Well-Known Expressions

Lies, damn lies, and statistics

Meaning:

This expression is generally used in order to cast doubt on statistics produced by somebody a person does not agree with, or to describe how statistics can be manipulated to support almost any position.

Background:

The expression, "there are three types of lies: lies, damn lies and statistics" is often attributed to Benjamin Disraeli (1804-1881) who was Prime Minster of Great Britain from 1874 to 1880, because Mark Twain ascribed it to him in a 1907 article in the North American Review: "Figures often beguile me...particularly when I have the arranging of them myself; in which case the remark attributed to Disraeli would often apply with justice and force: 'There are three kinds of lies: lies, damned lies, and statistics.'"

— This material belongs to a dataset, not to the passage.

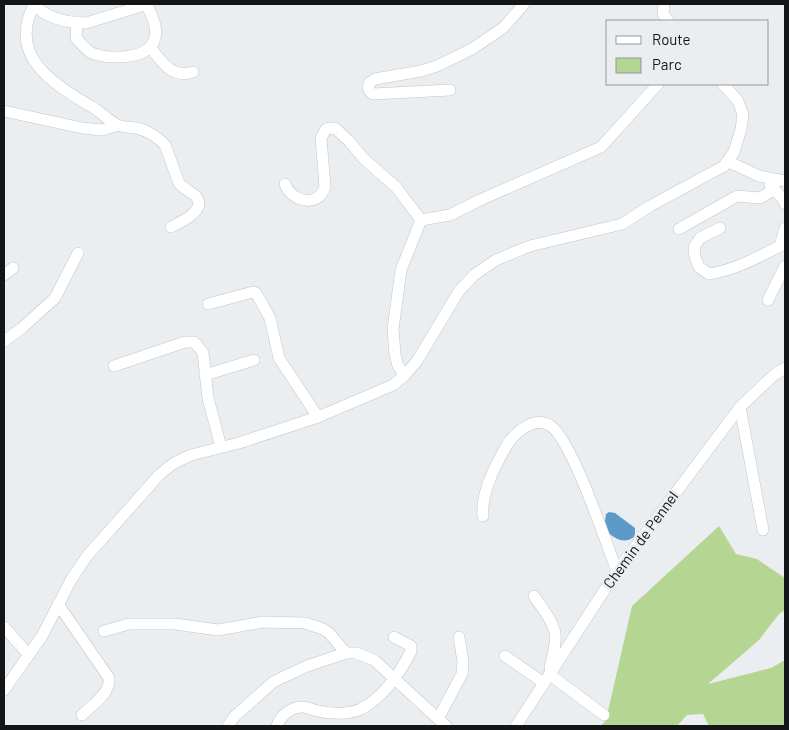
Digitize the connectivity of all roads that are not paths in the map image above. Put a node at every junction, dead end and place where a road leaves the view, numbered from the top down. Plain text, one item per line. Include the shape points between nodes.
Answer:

The Phrase Finder offers that it is likely that Twain believed the expression originated from Disraeli because of an 1895 speech by British politician Leonard H. Courtney in New York in which he said, "After all, facts are facts, and although we may quote one to another with a chuckle the words of the Wise Statesman, 'Lies - damn lies - and statistics,' still there are some easy figures the simplest must understand, and the astutest cannot wriggle out of."

However, there is no evidence that Courtney was referring to Disraeli.

According to The Phrase Finder, the earliest known citation of the expression in close to its current form is by Arthur James Balfour, 1st Earl of Balfour, as quoted in the Manchester Guardian, 29th June 1892: "there are three kinds of falsehoods, lies, damned lies and statistics."

Arthur James Balfour, 1st Earl of Balfour (1848-1930), was a British statesman who had held many important government roles by the time of Leonard H. Courtney's 1895 speech, so it seems plausible that the statesman Courtney had in mind was Balfour.

However, it seems unlikely that the expression originated with him because, according to Wikipedia, an earlier instance of the phrase (or something close to it) is found four years earlier in a letter to the editor of the British newspaper National Observer, in June 1891:

"Sir, —It has been wittily remarked that there are three kinds of falsehood: the first is a 'fib,' the second is a downright lie, and the third and most aggravated is statistics. It is on statistics and on the absence of statistics that the advocate of national pensions relies…"

The opening reference implies that the expression is established at the time this letter was written; and, from other sources, it is clear that at least one variation on the expression (which probably preceded "lies") was in use at the time about three types of unreliable witnesses: a liar, a damned liar, and an expert.

There are many sources of information on this topic that go into far more detail than we can do here, and with greater authority, including The Phrase Finder, Wikipedia and a seemingly unattributed post from the University of York.